Photo Corners headlinesarchivemikepasini.com


A   S C R A P B O O K   O F   S O L U T I O N S   F O R   T H E   P H O T O G R A P H E R

Enhancing the enjoyment of taking pictures with news that matters, features that entertain and images that delight. Published frequently.

Friday Slide Show: Mission Carmel Share This on LinkedIn   Share This on Google   Tweet This   Forward This

16 January 2015

With Pope Francis planning to canonize Junipero Serra later this year, we thought we'd revisit our 2005 images of Mission Carmel, properly known as Mission San Carlos Borromeo de Carmelo.

It was Serra's favorite mission, legend has it, and he was buried there in 1784.

We shot these with a Nikon Coolpix 990. We've taken 11,995 photos with that camera (which has fresh batteries in it so 12,000 is not out of the question), more than any other camera we've used.

Antique. We liked the color captures too much to indulge in a monochromatic preset but we did give it a shot. Here's what Antique looks like.

But it shoots only JPEGs and even with all the King's horses and men of Lightroom 5, there are blown highlights that can't be recovered. Still it was an interesting exercise to run these snapshots through modern image editing software.

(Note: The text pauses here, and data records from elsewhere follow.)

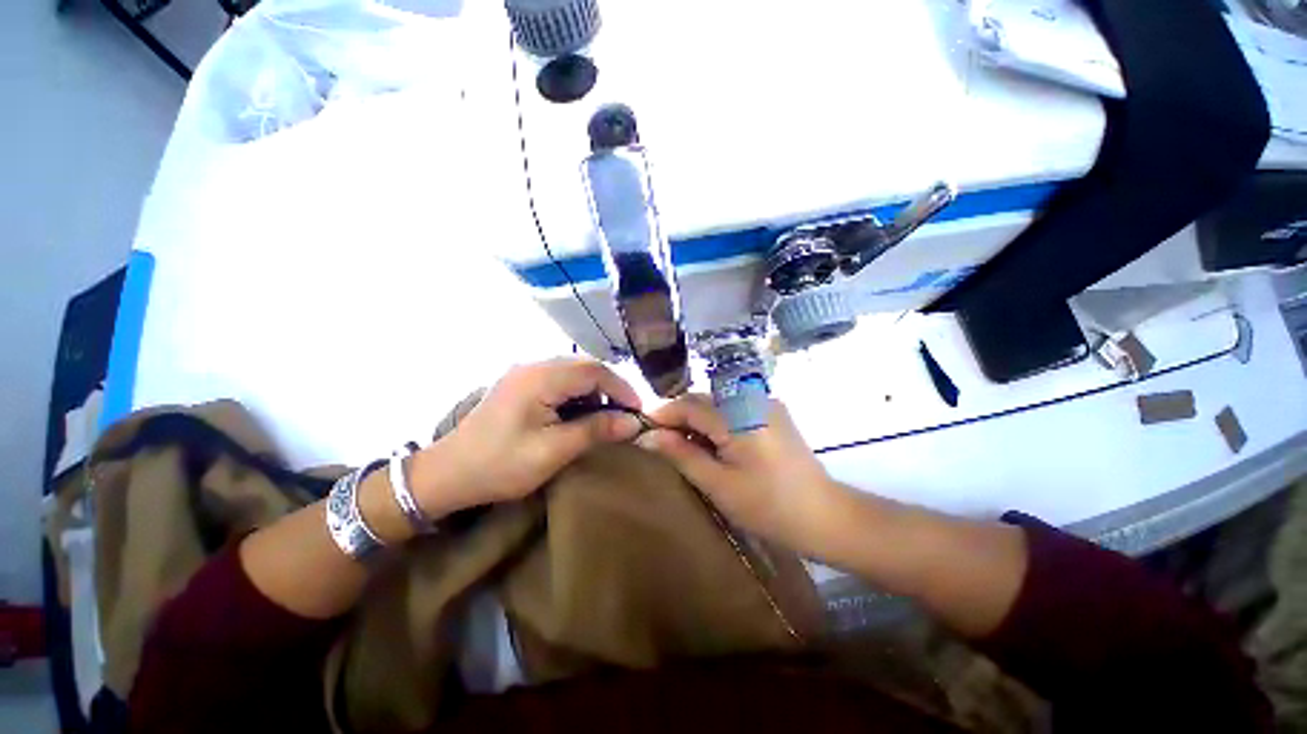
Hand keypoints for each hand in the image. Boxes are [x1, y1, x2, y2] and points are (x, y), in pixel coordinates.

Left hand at [412, 358, 644, 515]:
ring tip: (607, 415)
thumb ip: (595, 431)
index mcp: (540, 378)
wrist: (447, 473)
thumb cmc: (500, 465)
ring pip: (574, 371)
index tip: (637, 412)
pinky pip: (560, 379)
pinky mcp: (520, 382)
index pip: (594, 370)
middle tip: (625, 414)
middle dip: (611, 388)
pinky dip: (578, 393)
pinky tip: (581, 412)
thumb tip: (632, 423)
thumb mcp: (553, 452)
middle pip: (585, 366)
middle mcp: (533, 365)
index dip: (621, 388)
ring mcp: (525, 372)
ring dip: (595, 390)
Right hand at [636, 394, 838, 555]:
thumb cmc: (769, 506)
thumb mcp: (718, 484)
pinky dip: (715, 423)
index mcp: (738, 416)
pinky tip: (710, 445)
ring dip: (696, 421)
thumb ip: (681, 455)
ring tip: (681, 446)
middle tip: (658, 442)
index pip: (689, 404)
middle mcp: (751, 399)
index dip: (662, 414)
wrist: (825, 516)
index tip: (640, 429)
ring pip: (717, 404)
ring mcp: (765, 404)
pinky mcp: (772, 413)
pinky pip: (733, 409)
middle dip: (678, 417)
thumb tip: (647, 437)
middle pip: (703, 400)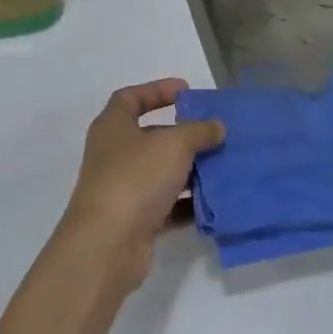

We do still like the 990's color capture (and the composition). A couple of the interior shots show some camera blur, unfortunately. Those were 1/4 second shutter speed shots with ISO about 150 (for some reason, even though ISO 400 was tops for this 3.1-megapixel camera). Wonder how an iPhone 6 would manage the same shots today.

It was a marvelous summer day when we arrived in the late afternoon as a service was beginning. We peeked in before we wandered around the gardens.

The bell tower's dome is original, the only mission that can make that claim. The rest of the place required restoration in the 1930s. And the original fountain, long lost, was only restored to the Mission in 1984.

The California Missions are a horse ride away from each other running north to the wine country through San Francisco. They are among our oldest historic buildings with the romantic gauze of the past veiling them.

But lift the gauze and you'll see they are also controversial, the evidence of an invading force intent on replacing the long-standing culture of the local populations with their own conventions.

Nothing is ever simple in California.